You love me, and I know your intent isn't to embarrass me or to paint me as a charity case or as a mere statistic or to showcase me as an example of adoption gone well. Or to make me stick out more than I already do. But sometimes the implications of your sharing on the internet includes all of those things. 

Please think twice before posting that status update, publishing that blog post, or even sharing about my adoption with your Tuesday night book club.

I love you,

Your Daughter
#flipthescript

{ to keep up with this conversation and more, find me on Facebook }

Adoption: What I Think & What I Know

Several weeks ago, I met with a fun-loving and sweet 9-year-old to talk about adoption. Oh, and to talk about school, toys, friends, favorite foods, and stuff like that. Because that's just what typical 9-year-olds enjoy. And because my sweet friend was sharing with me a journal of thoughts about adoption, I created something for my friend to read too, and after snapping a photo of it and sharing it on my Facebook page (where I'm writing daily for #NationalAdoptionMonth and #FlipTheScript--"like" / join me there!), several of you asked for a printable version of it. And at long last, here it is.

I made a few small edits, but the gist is the same. At the suggestion of my 9-year-old friend, I made the bulleted statements into numbered statements instead ("Miss Tara, it would be easier to tell you about the ones I agree with if they were numbered..." -- yes, such truth!).

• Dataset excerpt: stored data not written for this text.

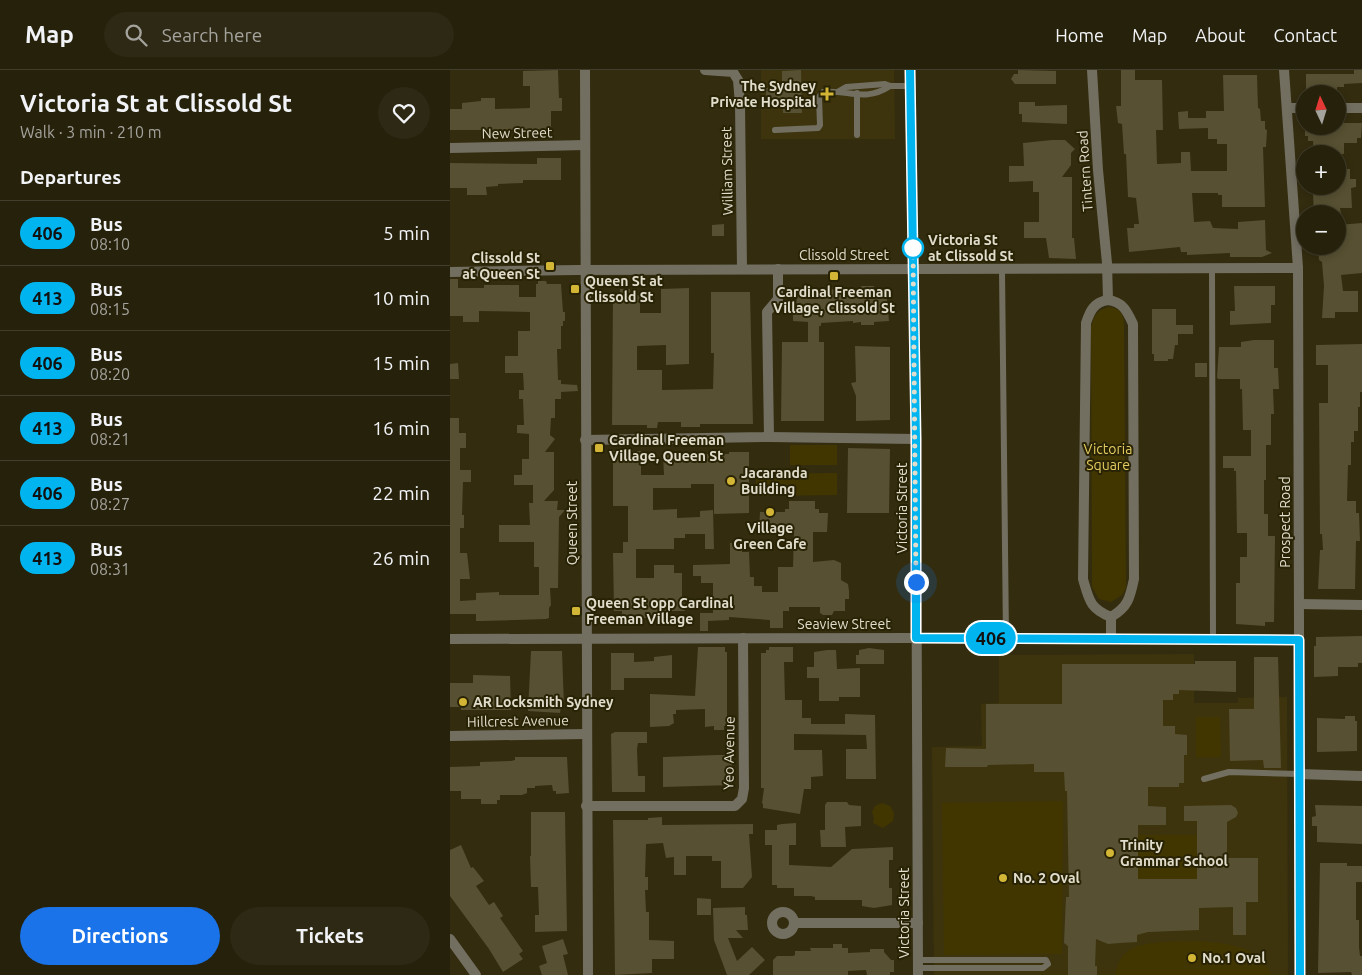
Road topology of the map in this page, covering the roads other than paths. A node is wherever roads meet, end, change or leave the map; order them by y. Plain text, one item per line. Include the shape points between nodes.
1 (584, 70) edge
2 (705, 70) edge
3 (910, 70) edge
4 (1092, 70) edge
5 (1284, 70) edge
6 (857, 86) junction
7 (890, 86) junction
8 (910, 86) junction
9 (839, 92) junction
10 (857, 95) junction
11 (1287, 108) junction
12 (1296, 108) edge
13 (1346, 108) edge
14 (1362, 108) edge
15 (775, 130) dead end
16 (857, 135) dead end
17 (585, 145) junction
18 (450, 148) edge
19 (1298, 268) junction
20 (742, 269) junction
21 (778, 269) junction
22 (913, 269) junction
23 (1107, 269) junction
24 (585, 270) junction
25 (1002, 270) junction
26 (1212, 270) junction
27 (450, 272) edge
28 (1108, 300) junction
29 (768, 437) junction
30 (916, 439) junction
31 (586, 440) junction
32 (1299, 604) junction
33 (1362, 605) edge
34 (1111, 617) junction
35 (744, 638) junction
36 (916, 638) junction
37 (1006, 638) junction
38 (450, 639) edge
39 (587, 639) junction
40 (1111, 639) junction
41 (1213, 640) junction
42 (1299, 640) junction
43 (586, 734) junction
44 (450, 736) edge
45 (1299, 774) junction
46 (1362, 776) edge
47 (1204, 780) dead end
48 (586, 806) junction
49 (794, 923) dead end
50 (918, 924) junction
51 (450, 939) edge
52 (918, 968) edge
53 (476, 975) edge
54 (588, 975) edge
55 (1300, 975) edge

1 - 17 street, Queen Street
2 - 20 street, William Street via 732,72 738,80
3 - 8 street, Victoria Street
4 - 23 street, Tintern Road
5 - 11 street, Prospect Road
6 - 7 lane
6 - 9 lane
6 - 10 lane
7 - 8 lane
7 - 10 lane via 868,95
8 - 22 street, Victoria Street
9 - 10 lane
9 - 15 lane via 820,94 818,128
10 - 16 lane
11 - 12 street
11 - 19 street, Prospect Road
13 - 14 street
17 - 18 street, New Street
17 - 24 street, Queen Street
19 - 26 street, Clissold Street
19 - 32 street, Prospect Road
20 - 21 street, Clissold Street
20 - 24 street, Clissold Street
21 - 22 street, Clissold Street
21 - 29 street via 778,299 767,312
22 - 25 street, Clissold Street
22 - 30 street, Victoria Street
23 - 25 street, Clissold Street
23 - 26 street, Clissold Street
23 - 28 street
24 - 27 street, Clissold Street
24 - 31 street, Queen Street
25 - 37 lane
26 - 41 lane
28 - 34 street via 1117,301 1127,310 1133,324 1135,453 1134,579 1131,594 1122,610
28 - 34 street via 1100,301 1091,309 1086,323 1083,579 1089,599 1098,612
29 - 30 street
29 - 31 street
30 - 36 street, Victoria Street
31 - 39 street, Queen Street
32 - 33 street
32 - 42 street, Prospect Road
34 - 40 street
35 - 36 street, Seaview Street
35 - 39 street, Seaview Street
35 - 48 street, Yeo Avenue via 742,799 735,806
36 - 37 street, Seaview Street
36 - 50 street, Victoria Street
37 - 40 street, Seaview Street
38 - 39 street, Seaview Street
39 - 43 street, Queen Street
40 - 41 street, Seaview Street
41 - 42 street, Seaview Street
42 - 45 street, Prospect Road
43 - 44 street, Hillcrest Avenue
43 - 48 street, Queen Street
45 - 46 street
45 - 47 lane via 1230,772
45 - 55 street, Prospect Road
48 - 54 street, Queen Street
49 - 50 street
50 - 52 street, Victoria Street
51 - 53 street
52 - 52 lane via 1042,960 1048,964 1043,968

So without further ado, "Adoption: What I Think & What I Know". Clicking on the title of the document or on the image below should link to a printable pdf document.  

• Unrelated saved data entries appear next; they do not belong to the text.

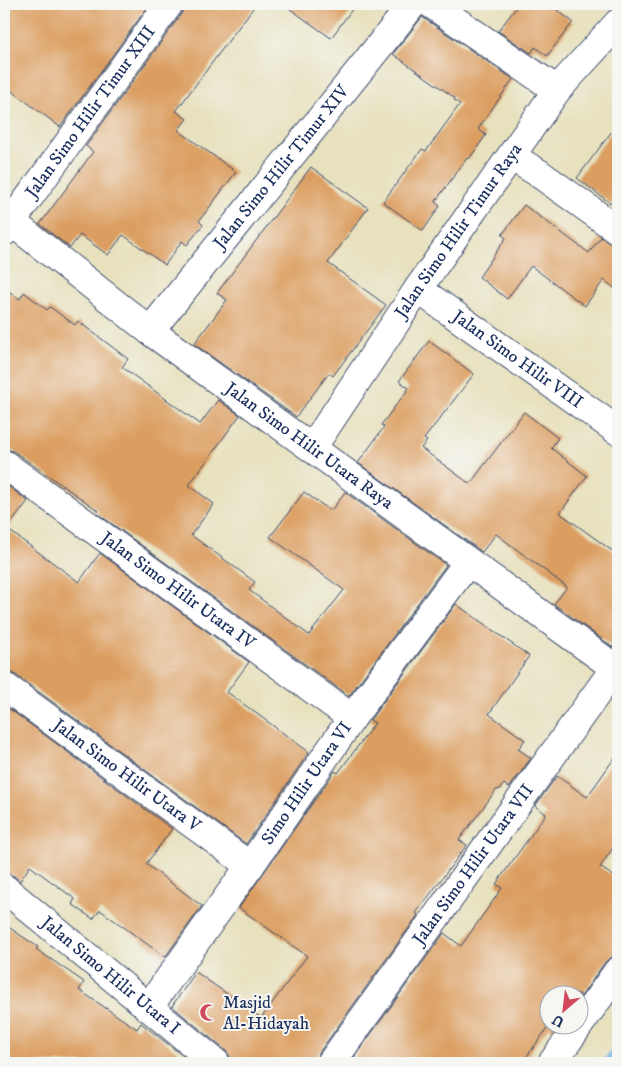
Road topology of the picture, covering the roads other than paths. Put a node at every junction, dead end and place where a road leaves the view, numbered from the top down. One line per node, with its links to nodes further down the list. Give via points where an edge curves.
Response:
1 (169, 4): 7 (street, Jalan Simo Hilir Timur XIII)
2 (413, 4): 10 (street, Jalan Simo Hilir Timur XIV)
3 (431, 4): 5 (street)
4 (618, 23): 5 (street, Jalan Simo Hilir Timur Raya)
5 (557, 90): 6 (street, Jalan Simo Hilir Timur Raya)
6 (512, 157): 8 (street); 9 (street, Jalan Simo Hilir Timur Raya)
7 (6, 224): 10 (street, Jalan Simo Hilir Utara Raya)
8 (618, 230)
9 (418, 289): 11 (street, Jalan Simo Hilir VIII); 12 (street, Jalan Simo Hilir Timur Raya)
10 (150, 331): 12 (street, Jalan Simo Hilir Utara Raya)
11 (618, 431)
12 (312, 448): 14 (street, Jalan Simo Hilir Utara Raya)
13 (4, 464): 17 (street, Jalan Simo Hilir Utara IV)
14 (468, 562): 15 (street, Jalan Simo Hilir Utara Raya); 17 (street, Simo Hilir Utara VI)
15 (617, 669): 23 (street, Jalan Simo Hilir Utara VII)
16 (4, 686): 18 (street, Jalan Simo Hilir Utara V)
17 (352, 718): 18 (street, Simo Hilir Utara VI)
18 (250, 866): 21 (street, Simo Hilir Utara VI)
19 (4, 888): 21 (street, Jalan Simo Hilir Utara I)
20 (618, 971): 24 (street)
21 (148, 1008): 22 (street, Jalan Simo Hilir Utara I)
22 (216, 1063)
23 (331, 1063)
24 (552, 1063)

And while I wish I could hang out with all of your awesome kids, perhaps you can talk through this document with your child, letting him or her know that an adult adoptee wrote this. Or perhaps it can simply guide some in-home conversations with your child. But I do hope its beneficial and cements the truth that the complexities of adoption can and should be discussed with our children.

Thoughts or other feedback?

on orphan sunday (for those not on Facebook)

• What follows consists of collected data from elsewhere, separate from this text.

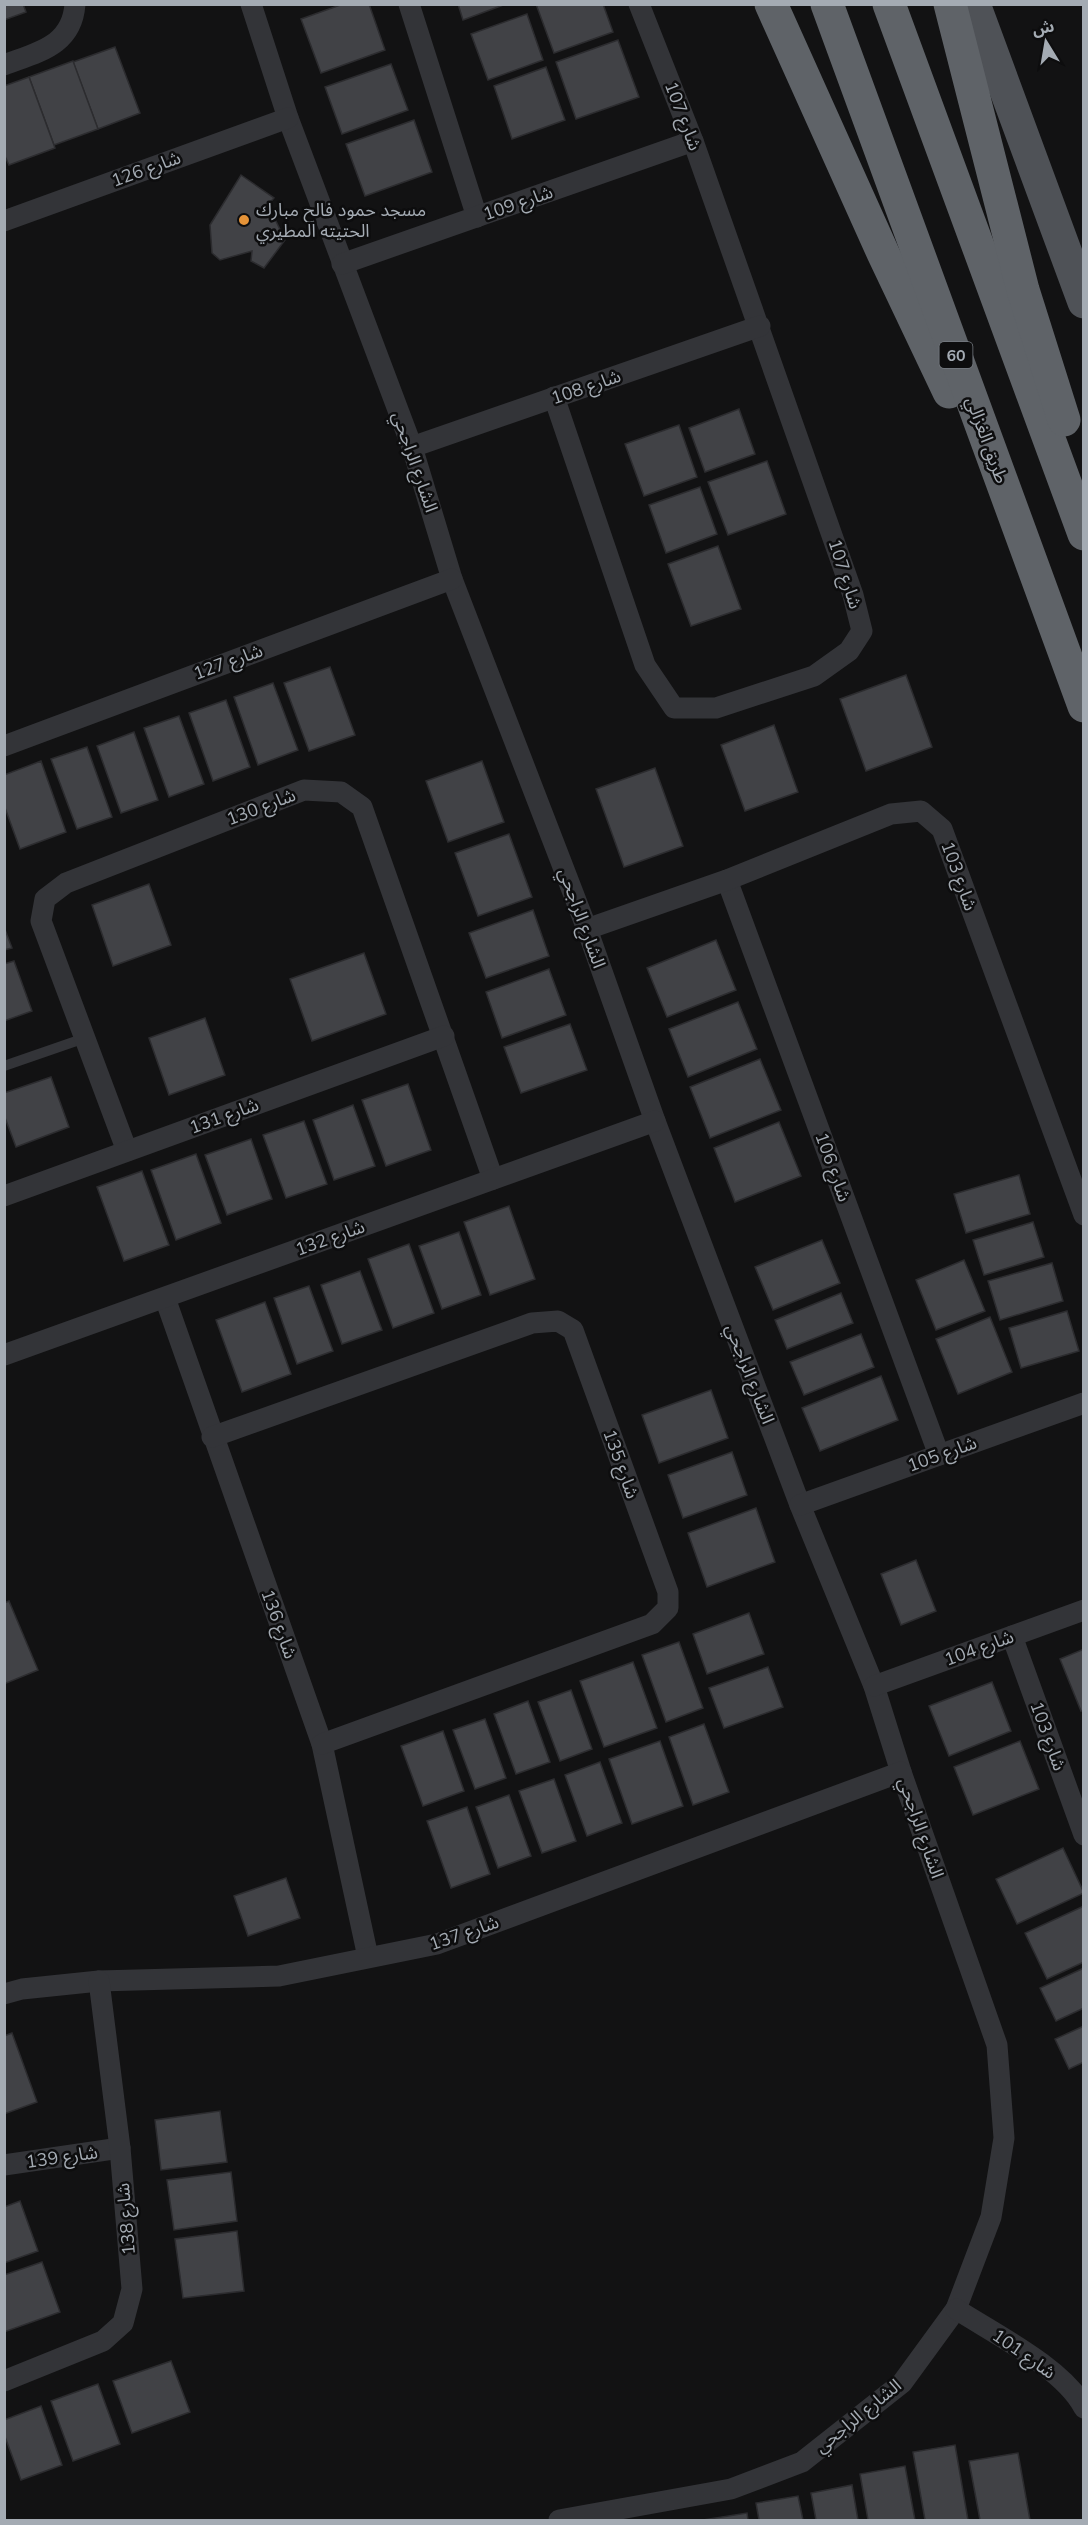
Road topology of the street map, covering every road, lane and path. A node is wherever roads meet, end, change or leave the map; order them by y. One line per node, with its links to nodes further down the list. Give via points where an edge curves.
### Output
1 (75, 4): 10 (street, via 74,22 52,47)
2 (409, 4): 13 (street)
3 (639, 4): 12 (street, شارع 107)
4 (771, 4): 22 (highway, via 883,253)
5 (827, 4): 22 (highway, طريق الغزالي / 60)
6 (889, 4): 21 (highway)
7 (950, 4): 20 (highway, via 1020,278)
8 (974, 4): 16 (main road)
9 (256, 6): 11 (street, الشارع الراجحي)
10 (4, 64)
11 (288, 118): 14 (street, شارع 126); 15 (street, الشارع الراجحي)
12 (693, 141): 13 (street, شارع 109); 17 (street, شارع 107)
13 (477, 217): 15 (street, شارع 109)
14 (4, 221)
15 (342, 264): 19 (street, الشارع الراجحي)
16 (1083, 302)
17 (760, 326): 18 (street, شارع 108); 18 (street, شارع 107, via 862,631 849,651 814,676 716,708 674,708 645,665)
18 (554, 398): 19 (street, شارع 108)
19 (412, 447): 23 (street, الشارع الراجحي)
20 (1083, 488)
21 (1083, 534)
22 (1034, 569): 24 (highway, طريق الغزالي / 60)
23 (452, 579): 25 (street, شارع 127); 27 (street, الشارع الراجحي)
24 (1083, 706)
25 (4, 746)
26 (727, 880): 27 (street, شارع 103); 35 (street, شارع 103, via 891,814 921,811 942,829); 40 (street, شارع 106)
27 (587, 929): 31 (street, الشارع الراجحي)
28 (444, 1036): 29 (street, شارع 130, via 362,807 341,792 304,789 66,883 45,899 41,921); 32 (street, شارع 131); 33 (street, شارع 130)
29 (85, 1038): 30 (lane); 32 (street, شارع 130)
30 (4, 1066)
31 (655, 1120): 33 (street, شارع 132); 41 (street, الشارع الراجحي)
32 (128, 1151): 34 (street, شارع 131)
33 (493, 1179): 36 (street, شارع 132)
34 (4, 1196)
35 (1083, 1215)
36 (165, 1298): 37 (street, شارع 132); 39 (street, شارع 136)
37 (4, 1355)
38 (1083, 1403): 40 (street, شارع 105)
39 (212, 1437): 45 (street, شارع 136); 45 (street, شارع 135, via 532,1323 558,1321 573,1330 668,1593 668,1608 652,1624)
40 (939, 1455): 41 (street, شارع 105)
41 (800, 1505): 44 (street, الشارع الراجحي)
42 (1083, 1610): 43 (street, شارع 104)
43 (1012, 1636): 44 (street, شارع 104); 47 (street, شارع 103)
44 (874, 1686): 46 (street, الشارع الراجحي)
45 (322, 1744): 48 (street, شارع 136)
46 (901, 1772): 48 (street, شارع 137, via 437,1944); 53 (street, الشارع الراجحي, via 997,2045 1004,2138 991,2217)
47 (1083, 1835)
48 (368, 1957): 49 (street, شارع 137, via 279,1976)
49 (99, 1981): 50 (street, شارع 137); 51 (street, شارع 138)
50 (4, 1994)
51 (120, 2148): 52 (street, شارع 139); 54 (street, شارع 138, via 132,2289 123,2323 103,2341)
52 (4, 2165)
53 (956, 2309): 55 (street, شارع 101, via 1048,2368 1078,2396); 56 (street, الشارع الراجحي, via 902,2383 802,2462 730,2489)
54 (4, 2381)
55 (1083, 2408)
56 (559, 2520)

For those of you not on Facebook, here is a status I shared on my page today regarding Orphan Sunday.

"Today is "Orphan Sunday", and as we go forward with our own understandings and opinions regarding this day and regarding the vulnerable children and families whom we are recognizing, let us go carefully and humbly, with open hearts and eyes and ears and minds.

May we learn from those who have lost children through injustice and other circumstances, and may we listen to the many who have experienced tough beginnings and who have life stories that are not like most. May we recognize our own privilege and power and fight for those without. May we speak truthfully and factually, recognizing that vulnerable children are never movements or fads or trends. May we learn and process with those who have different perspectives and beliefs regarding care for children and families. May we remember that families, even those that some deem as "less than adequate", have unique and complex histories and are people--REAL PEOPLE--with worth and value. May we not simply see statistics for shock value or as numbers to reduce, but may we instead see individuals to truly know and understand and love. May we be sensitive to those in our midst who see this day as an outward simplification of the real complexity behind families and communities and/or as a day that awakens their own loss and tragedy in losing a child or a parent.

May we understand that sometimes our "helping" is actually hurting. May we work together and may we work individually. May we understand that expressions of compassion come in various forms. May we love and act not to be recognized but because of our own understanding that we all need love and help, and that we're in this together.

Today, may we go forth together with grace, empathy, hope and compassion."